Chapter 13 Assessing model goodness
13.1 Regression model performance measures
In Section 12.2 we discussed how to predict values based on linear regression with base-R modeling tools. Remember, the task there was to predict the distance of galaxies based on their radial velocity using Hubble data. Here we continue the same topic, but now the task is to compute the model performance indicators, in particular RMSE
13.1.1 Base-R tools
First, load the Hubble data and fit the linear regression model:
Remember, RMSE is root mean squared error, where error stands for the prediction error, \(\hat y - y\).

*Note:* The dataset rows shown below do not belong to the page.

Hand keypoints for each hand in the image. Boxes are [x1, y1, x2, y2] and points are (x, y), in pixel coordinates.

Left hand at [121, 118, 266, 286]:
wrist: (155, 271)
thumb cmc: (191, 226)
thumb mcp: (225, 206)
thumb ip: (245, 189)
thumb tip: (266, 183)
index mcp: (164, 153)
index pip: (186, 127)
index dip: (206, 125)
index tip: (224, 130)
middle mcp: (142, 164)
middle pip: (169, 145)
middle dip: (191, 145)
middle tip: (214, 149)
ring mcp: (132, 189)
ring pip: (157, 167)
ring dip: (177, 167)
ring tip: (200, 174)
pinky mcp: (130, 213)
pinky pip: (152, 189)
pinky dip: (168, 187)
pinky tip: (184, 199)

So we can calculate it as
y <- hubble$Rmodern # just to make it clear
yhat <- predict(m)
e <- yhat - y # error
RMSE <- sqrt(mean(e^2)) # root-mean-squared-e
RMSE
## [1] 2.61722
Exercise 13.1 Use the predicted values above to manually compute \(R^2\): \[\begin{equation*} R^{2} = 1 - \frac{ \frac{1}{N} \sum_{i} (y_{i} - \hat y_{i})^{2} }{ \frac{1}{N} \sum_{i} (y_{i} - \bar y_{i})^{2} } \end{equation*}\]

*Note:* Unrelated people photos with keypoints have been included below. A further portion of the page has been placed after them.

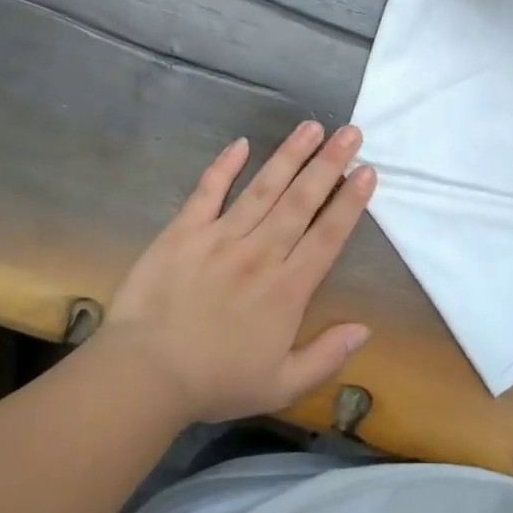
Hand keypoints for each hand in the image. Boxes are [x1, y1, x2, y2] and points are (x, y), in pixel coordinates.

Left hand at [96, 122, 376, 423]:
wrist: (145, 374)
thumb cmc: (216, 382)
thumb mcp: (282, 385)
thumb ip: (327, 356)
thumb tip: (365, 329)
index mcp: (287, 288)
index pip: (328, 236)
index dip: (350, 202)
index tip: (367, 172)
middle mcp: (260, 253)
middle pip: (301, 201)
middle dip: (328, 164)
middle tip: (350, 132)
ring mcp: (220, 237)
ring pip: (263, 188)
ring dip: (289, 155)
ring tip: (311, 127)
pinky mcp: (183, 232)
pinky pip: (207, 192)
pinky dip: (223, 166)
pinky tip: (240, 143)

Compare your result with the regression output table–do you get the same value?
13.1.2 Tidymodels tools
We can combine the original and predicted values into a data frame for easy calculation of model goodness metrics:
results <- predict(mf, new_data = hubble) %>%
cbind(hubble) %>%
select(velocity = vModern, distance = Rmodern, .pred)
head(results, 3)
## velocity distance .pred
## 1 158.1 0.06170 3.865956
## 2 278.0 0.04997 5.385886
## 3 -57.0 0.50000 1.139209
So now we have a data frame with three columns: distance, velocity, the measured velocity; distance, the actual measured distance, and .pred, the predicted distance. One can easily compute RMSE and \(R^2\) using the dedicated functions:
## # A tibble: 1 × 3
## .metric .estimator .estimate
## <chr> <chr> <dbl>
## 1 rmse standard 2.62
## # A tibble: 1 × 3
## .metric .estimator .estimate
## <chr> <chr> <dbl>
## 1 rsq standard 0.819
rmse()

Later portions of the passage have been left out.